[What you need to do]
The word "read" marks the lines to copy; find all of them in the entries below.

[Entries shown]
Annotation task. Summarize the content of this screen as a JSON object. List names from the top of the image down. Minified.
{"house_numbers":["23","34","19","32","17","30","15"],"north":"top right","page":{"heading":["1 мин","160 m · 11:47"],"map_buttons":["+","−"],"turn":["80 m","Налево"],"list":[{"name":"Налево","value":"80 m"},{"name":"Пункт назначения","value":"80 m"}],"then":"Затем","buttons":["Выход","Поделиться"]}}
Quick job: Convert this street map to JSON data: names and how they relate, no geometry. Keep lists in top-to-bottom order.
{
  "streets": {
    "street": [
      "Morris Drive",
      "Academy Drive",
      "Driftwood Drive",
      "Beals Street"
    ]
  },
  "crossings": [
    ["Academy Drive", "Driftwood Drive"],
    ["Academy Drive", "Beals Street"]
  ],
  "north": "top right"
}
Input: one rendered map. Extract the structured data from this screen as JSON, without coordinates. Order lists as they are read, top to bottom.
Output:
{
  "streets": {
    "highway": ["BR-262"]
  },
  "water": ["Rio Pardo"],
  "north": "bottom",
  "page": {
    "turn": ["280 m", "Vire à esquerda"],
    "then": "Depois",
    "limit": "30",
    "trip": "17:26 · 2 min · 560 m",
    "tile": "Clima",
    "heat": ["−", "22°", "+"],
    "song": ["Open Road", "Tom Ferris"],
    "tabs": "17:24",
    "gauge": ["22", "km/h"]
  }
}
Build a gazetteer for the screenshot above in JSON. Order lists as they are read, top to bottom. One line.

[Answer space]
Input: one rendered map. Extract the structured data from this screen as JSON, without coordinates. Order lists as they are read, top to bottom.
Build a gazetteer for the screenshot above in JSON. Order lists as they are read, top to bottom. One line.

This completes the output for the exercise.